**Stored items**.
Content starts

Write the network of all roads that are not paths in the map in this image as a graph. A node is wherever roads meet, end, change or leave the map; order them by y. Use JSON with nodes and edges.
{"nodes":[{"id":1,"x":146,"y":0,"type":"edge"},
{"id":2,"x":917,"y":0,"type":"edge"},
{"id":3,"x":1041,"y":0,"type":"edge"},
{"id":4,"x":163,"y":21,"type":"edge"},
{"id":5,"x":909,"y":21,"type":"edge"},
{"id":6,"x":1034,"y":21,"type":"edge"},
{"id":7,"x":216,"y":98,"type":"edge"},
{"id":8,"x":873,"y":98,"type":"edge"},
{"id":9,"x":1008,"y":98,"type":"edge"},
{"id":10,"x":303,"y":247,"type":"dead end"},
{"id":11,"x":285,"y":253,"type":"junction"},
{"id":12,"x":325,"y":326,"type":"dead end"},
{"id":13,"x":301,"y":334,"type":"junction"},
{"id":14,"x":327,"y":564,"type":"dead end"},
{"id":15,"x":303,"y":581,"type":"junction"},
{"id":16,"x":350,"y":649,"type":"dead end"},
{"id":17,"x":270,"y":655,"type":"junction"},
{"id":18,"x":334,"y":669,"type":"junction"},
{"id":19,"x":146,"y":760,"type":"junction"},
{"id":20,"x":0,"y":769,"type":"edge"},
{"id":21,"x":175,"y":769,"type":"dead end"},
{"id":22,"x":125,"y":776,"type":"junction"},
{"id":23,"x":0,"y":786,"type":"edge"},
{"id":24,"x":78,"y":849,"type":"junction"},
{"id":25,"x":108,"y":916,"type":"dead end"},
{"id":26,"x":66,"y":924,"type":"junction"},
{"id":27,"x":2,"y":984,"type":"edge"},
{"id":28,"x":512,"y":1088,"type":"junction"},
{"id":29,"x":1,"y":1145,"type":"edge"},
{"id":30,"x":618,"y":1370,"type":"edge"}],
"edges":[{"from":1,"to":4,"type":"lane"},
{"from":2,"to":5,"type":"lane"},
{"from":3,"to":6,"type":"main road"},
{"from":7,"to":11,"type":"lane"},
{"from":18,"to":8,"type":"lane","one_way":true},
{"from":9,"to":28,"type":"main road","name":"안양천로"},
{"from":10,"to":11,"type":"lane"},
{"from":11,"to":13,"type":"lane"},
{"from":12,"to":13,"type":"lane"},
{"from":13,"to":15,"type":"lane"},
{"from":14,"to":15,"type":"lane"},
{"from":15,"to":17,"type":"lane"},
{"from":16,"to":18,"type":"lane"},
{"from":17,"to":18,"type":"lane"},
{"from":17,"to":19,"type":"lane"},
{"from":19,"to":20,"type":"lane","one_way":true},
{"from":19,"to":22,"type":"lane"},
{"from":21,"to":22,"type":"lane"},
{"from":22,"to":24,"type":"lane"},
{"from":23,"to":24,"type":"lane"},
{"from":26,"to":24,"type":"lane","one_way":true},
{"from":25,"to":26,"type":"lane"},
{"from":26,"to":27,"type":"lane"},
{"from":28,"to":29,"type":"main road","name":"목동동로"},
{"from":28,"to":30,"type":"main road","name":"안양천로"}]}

Content ends

**Instructions for the task**. Filter these records, keeping every line where the word "nodes" occurs.

**Completed exercise**.
Write the network of all roads that are not paths in the map in this image as a graph. A node is wherever roads meet, end, change or leave the map; order them by y. Use JSON with nodes and edges.
{"nodes":[{"id":1,"x":146,"y":0,"type":"edge"},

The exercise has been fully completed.